その間『みなしぐり』(其角編)に収録された芭蕉句は、漢詩調や破調を用いるなど独自の吟調を拓き始めるもので、作風は「虚栗調(みなしぐりちょう)」と呼ばれる[8]。その一方で「笠」を題材とする句も目立ち、実際に自ら竹を裂いて笠を自作し「笠作りの翁」と名乗ることもあった。芭蕉は「笠」を最小の「庵」と考え、風雨から身を守るに侘び住まいの芭蕉庵も旅の笠も同じという思想を抱き、旅の中に身を置く思考の強まりがこのように現れ始めたと考えられる[9]。
蕉風の高まりと紀行
貞享元年(1684年)8月、芭蕉は『野ざらし紀行』の旅に出る。東海道を西へ向かい、伊賀・大和・吉野・山城・美濃・尾張を廻った。再び伊賀に入って越年すると、木曽・甲斐を経て江戸に戻ったのは貞享2年(1685年)4月になった。これは元々美濃国大垣の木因に招かれて出発したものだが、前年に他界した母親の墓参をするため伊賀にも向かった。この旅には、門人の千里(粕谷甚四郎)が同行した[11]。
紀行の名は、出発の際に詠まれた
野ざらしを心に風のしむ身哉
に由来する。これ程悲壮とも言える覚悟で臨んだ旅だったが、後半には穏やかな心情になり、これは句に反映している。前半では漢詩文調のものが多いが、後半になると見聞きしたものを素直に述べながら、侘びの心境を反映した表現に変化する[11]。途中の名古屋で、芭蕉は尾張の俳人らと座を同じくし、詠んだ歌仙5巻と追加6句が纏められ『冬の日』として刊行された。これは「芭蕉七部集」の第一とされる[11]。この中で芭蕉は、日本や中国の架空の人物を含む古人を登場させ、その風狂さを題材にしながらも、従来の形式から脱皮した句を詠んだ[11]。これゆえ、『冬の日』は「芭蕉開眼の書」とも呼ばれる[11]。

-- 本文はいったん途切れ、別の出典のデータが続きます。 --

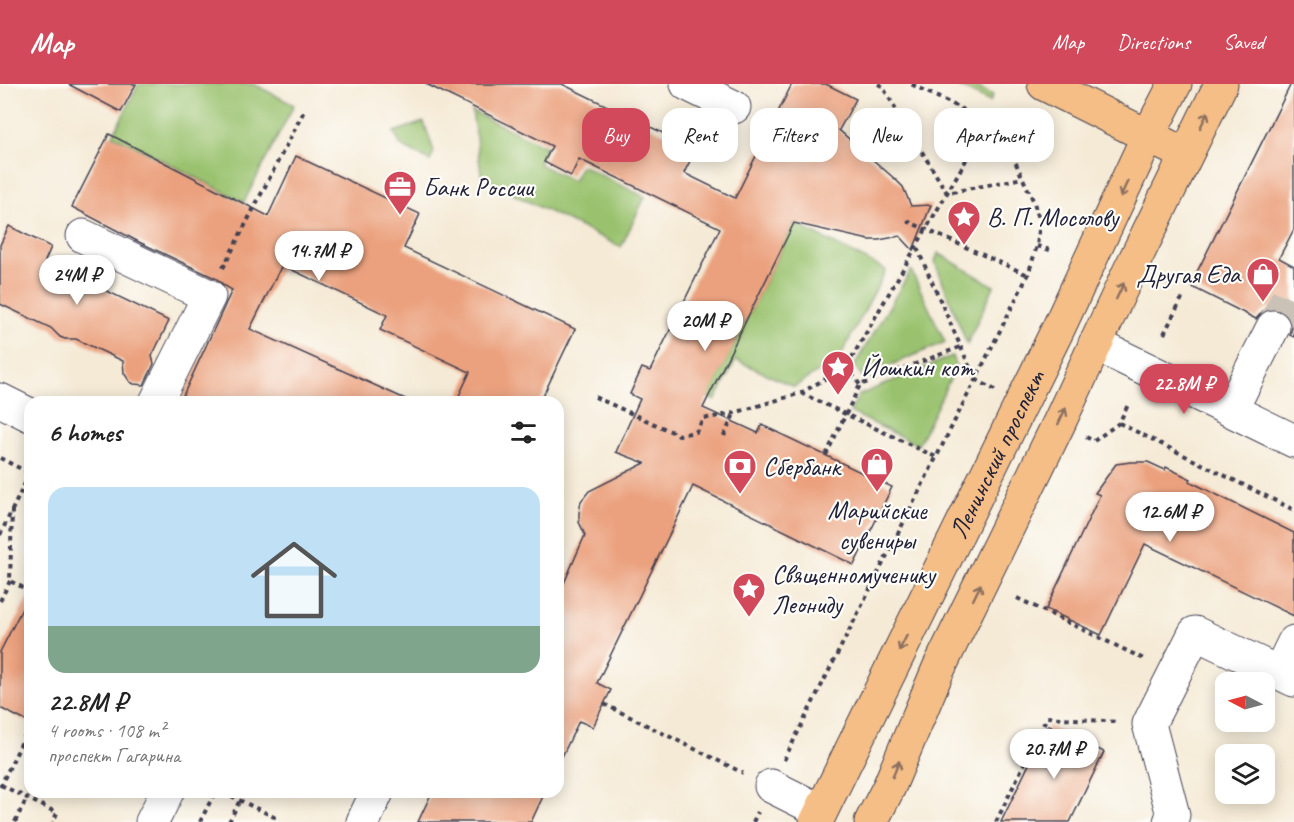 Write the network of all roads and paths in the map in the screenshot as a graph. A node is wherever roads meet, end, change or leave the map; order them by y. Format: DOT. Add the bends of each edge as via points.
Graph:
graph roads {
  1 [pos="687,84"];
  2 [pos="878,84"];
  3 [pos="911,84"];
  4 [pos="1044,84"];
  5 [pos="1175,84"];
  6 [pos="1221,84"];
  7 [pos="734,107"];
  8 [pos="960,108"];
  9 [pos="305,109"];
  10 [pos="1148,136"];
  11 [pos="1186,155"];
  12 [pos="965,162"];
  13 [pos="1015,162"];
  14 [pos="1023,178"];
  15 [pos="947,193"];
  16 [pos="907,221"];
  17 [pos="926,230"];
  18 [pos="82,236"];
  19 [pos="1037,246"];
  20 [pos="917,247"];
  21 [pos="1053,251"];
  22 [pos="1028,274"];
  23 [pos="1153,279"];
  24 [pos="1177,286"];
  25 [pos="209,296"];
  26 [pos="1182,298"];
  27 [pos="1059,327"];
  28 [pos="1273,327"];
  29 [pos="1164,334"];
  30 [pos="1095,344"];
  31 [pos="960,347"];
  32 [pos="847,366"];
  33 [pos="975,380"];
  34 [pos="860,385"];
  35 [pos="998,392"];
  36 [pos="801,393"];
  37 [pos="159,396"];
  38 [pos="595,397"];
  39 [pos="0,400"];
  40 [pos="1129,403"];
  41 [pos="1231,410"];
  42 [pos="24,412"];
  43 [pos="734,413"];
  44 [pos="845,414"];
  45 [pos="1119,423"];
  46 [pos="724,436"];
  47 [pos="1094,441"];
  48 [pos="1294,441"];
  49 [pos="826,455"];
  50 [pos="936,457"];
  51 [pos="0,458"];
  52 [pos="24,470"];
  53 [pos="24,485"];
  54 [pos="12,510"];
  55 [pos="1294,510"];
  56 [pos="0,535"];
  57 [pos="10,581"];
  58 [pos="24,588"];
  59 [pos="1017,598"];
  60 [pos="0,601"];
  61 [pos="1294,642"];
  62 [pos="1175,673"];
  63 [pos="1286,676"];
  64 [pos="604,704"];
  65 [pos="1149,724"];
  66 [pos="24,738"];
  67 [pos="1,786"];
  68 [pos="771,786"];
  69 [pos="24,797"];
  70 [pos="27,798"];
  71 [pos="164,798"];
  72 [pos="212,798"];
  73 [pos="236,798"];
  74 [pos="374,798"];
  75 [pos="240,800"];
  76 [pos="818,816"];
  77 [pos="15,822"];
  78 [pos="53,822"];
  79 [pos="152,822"];
  80 [pos="200,822"];
  81 [pos="229,822"];
  82 [pos="272,822"];
  83 [pos="363,822"];
  84 [pos="753,822"];
  85 [pos="871,822"];
  86 [pos="996,822"];
  87 [pos="1170,822"];
  1 -- 7 [label="street"];
  2 -- 15 [label="path"];
  3 -- 8 [label="path"];
  4 -- 10 [label="main road"];
  5 -- 10 [label="main road, Ленинский проспект"];
  11 -- 6 [label="main road, Ленинский проспект, one-way"];
  9 -- 25 [label="path"];
  10 -- 11 [label="main road"];
  10 -- 27 [label="main road, Ленинский проспект, one-way"];
  30 -- 11 [label="main road, Ленинский проспект, one-way"];
  12 -- 15 [label="path"];
  13 -- 14 [label="path"];
  14 -- 15 [label="path"];
  14 -- 19 [label="path" via="1040,222"];
  15 -- 17 [label="path"];
  16 -- 17 [label="path"];
  17 -- 20 [label="path"];
  17 -- 22 [label="path"];
  18 -- 25 [label="street"];
  19 -- 21 [label="path"];
  19 -- 22 [label="path"];
  20 -- 31 [label="path"];
  20 -- 32 [label="path"];
  22 -- 33 [label="path"];
  23 -- 24 [label="path"];
  25 -- 37 [label="street"];
  26 -- 29 [label="path"];
  27 -- 30 [label="main road"];
  27 -- 76 [label="main road, Ленинский проспект, one-way"];
  28 -- 41 [label="street"];
  30 -- 41 [label="street"];
  85 -- 30 [label="main road, Ленинский проспект, one-way" via="938,670"];
  31 -- 33 [label="path"];
  31 -- 34 [label="path"];
  32 -- 34 [label="path"];
  32 -- 36 [label="path"];
  33 -- 35 [label="path"];
  33 -- 50 [label="path"];
  34 -- 44 [label="path"];
  36 -- 43 [label="path"];
  36 -- 44 [label="path"];
  38 -- 43 [label="path" via="679,435 696,432 703,420"];
  39 -- 42 [label="street"];
  40 -- 45 [label="path"];
  41 -- 48 [label="street"];
  43 -- 46 [label="path"];
  44 -- 49 [label="path"];
  44 -- 50 [label="path"];
  45 -- 47 [label="path"];
  45 -- 55 [label="path"];
  50 -- 68 [label="path"];
  51 -- 52 [label="path"];
  53 -- 54 [label="path"];
  54 -- 56 [label="path"];
  54 -- 57 [label="path"];
  57 -- 58 [label="path"];
  57 -- 60 [label="path"];
  59 -- 62 [label="path"];
  61 -- 63 [label="street"];
  62 -- 63 [label="street" via="1195,633"];
  62 -- 65 [label="street"];
  64 -- 68 [label="path"];
  65 -- 86 [label="path" via="1047,717"];
  65 -- 87 [label="street" via="1173,815"];
  66 -- 67 [label="path"];
  67 -- 69 [label="path"];
  68 -- 76 [label="street"];
  68 -- 84 [label="path"];
  70 -- 77 [label="path"];
  70 -- 78 [label="path" via="57,813"];
  71 -- 79 [label="street"];
  72 -- 80 [label="path"];
  73 -- 75 [label="path"];
  74 -- 83 [label="street"];
  75 -- 81 [label="path"];
  75 -- 82 [label="path" via="274,818"];
}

野ざらし紀行から戻った芭蕉は、貞享3年(1686年)の春に芭蕉庵で催した蛙の発句会で有名な
古池や蛙飛びこむ水の音 (ふるいけや かはづとびこむ みずのおと) 『蛙合』
を詠んだ。和歌や連歌の世界では「鳴く」ところに注意が及ぶ蛙の「飛ぶ」点に着目し、それを「動き」ではなく「静寂」を引き立てるために用いる詩情性は過去にない画期的なもので、芭蕉風(蕉風)俳諧を象徴する作品となった[12]。
貞享4年(1687年)8月14日から、芭蕉は弟子の河合曾良と宗波を伴い『鹿島詣』に行った。そこで旧知の根本寺前住職・仏頂禅師と月見の約束をしたが、あいにくの雨で約束を果たせず、句を作った。
月はやし梢は雨を持ちながら
同年10月25日からは、伊勢へ向かう『笈の小文』の旅に出発した。東海道を下り、鳴海・熱田・伊良湖崎・名古屋などを経て、同年末には伊賀上野に入った。貞享4年(1687年)2月に伊勢神宮を参拝し、一度父の33回忌のため伊賀に戻るが3月にはまた伊勢に入った。その後吉野・大和・紀伊と巡り、さらに大坂・須磨・明石を旅して京都に入った[12]。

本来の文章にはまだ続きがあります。